In the following listing, find the lines containing "edges" and report them.

** Given records follows **

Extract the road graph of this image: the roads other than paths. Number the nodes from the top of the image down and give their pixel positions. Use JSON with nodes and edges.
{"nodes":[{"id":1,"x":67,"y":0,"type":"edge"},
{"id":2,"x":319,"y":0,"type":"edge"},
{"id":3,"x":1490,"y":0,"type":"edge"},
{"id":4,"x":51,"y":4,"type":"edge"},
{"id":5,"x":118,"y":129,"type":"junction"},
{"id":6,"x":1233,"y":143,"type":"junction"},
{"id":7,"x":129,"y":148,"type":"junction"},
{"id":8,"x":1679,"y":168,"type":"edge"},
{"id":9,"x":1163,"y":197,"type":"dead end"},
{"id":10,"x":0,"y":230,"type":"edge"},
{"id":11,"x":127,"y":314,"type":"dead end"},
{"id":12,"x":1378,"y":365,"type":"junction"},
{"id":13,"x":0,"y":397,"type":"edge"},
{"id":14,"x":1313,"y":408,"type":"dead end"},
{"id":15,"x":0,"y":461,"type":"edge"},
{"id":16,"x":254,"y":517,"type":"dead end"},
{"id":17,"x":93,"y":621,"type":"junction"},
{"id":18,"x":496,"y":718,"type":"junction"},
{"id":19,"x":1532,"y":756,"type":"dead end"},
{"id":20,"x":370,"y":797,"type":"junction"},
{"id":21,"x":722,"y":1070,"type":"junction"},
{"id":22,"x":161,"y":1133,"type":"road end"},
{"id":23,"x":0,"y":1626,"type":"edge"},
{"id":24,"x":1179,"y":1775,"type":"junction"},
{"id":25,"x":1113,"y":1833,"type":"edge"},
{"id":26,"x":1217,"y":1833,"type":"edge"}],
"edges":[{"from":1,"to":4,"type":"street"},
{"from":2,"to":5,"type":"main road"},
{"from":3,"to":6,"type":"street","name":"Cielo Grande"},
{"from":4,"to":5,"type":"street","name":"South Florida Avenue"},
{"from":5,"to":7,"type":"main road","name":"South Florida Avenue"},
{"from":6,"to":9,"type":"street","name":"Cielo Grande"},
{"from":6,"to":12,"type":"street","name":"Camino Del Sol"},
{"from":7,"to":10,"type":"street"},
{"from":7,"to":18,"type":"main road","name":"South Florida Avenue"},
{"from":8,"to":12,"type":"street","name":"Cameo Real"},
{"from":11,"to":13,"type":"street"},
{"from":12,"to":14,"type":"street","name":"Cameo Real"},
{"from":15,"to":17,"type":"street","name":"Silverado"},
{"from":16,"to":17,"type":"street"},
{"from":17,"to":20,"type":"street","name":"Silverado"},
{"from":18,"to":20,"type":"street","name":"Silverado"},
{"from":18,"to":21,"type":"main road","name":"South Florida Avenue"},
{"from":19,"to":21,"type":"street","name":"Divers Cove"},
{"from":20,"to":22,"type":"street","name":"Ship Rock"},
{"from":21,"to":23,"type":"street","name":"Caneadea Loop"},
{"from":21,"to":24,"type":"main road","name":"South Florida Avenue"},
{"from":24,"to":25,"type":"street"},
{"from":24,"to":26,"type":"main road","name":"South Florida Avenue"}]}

** End of Given records **

» Exercise output
Extract the road graph of this image: the roads other than paths. Number the nodes from the top of the image down and give their pixel positions. Use JSON with nodes and edges.
"edges":[{"from":1,"to":4,"type":"street"},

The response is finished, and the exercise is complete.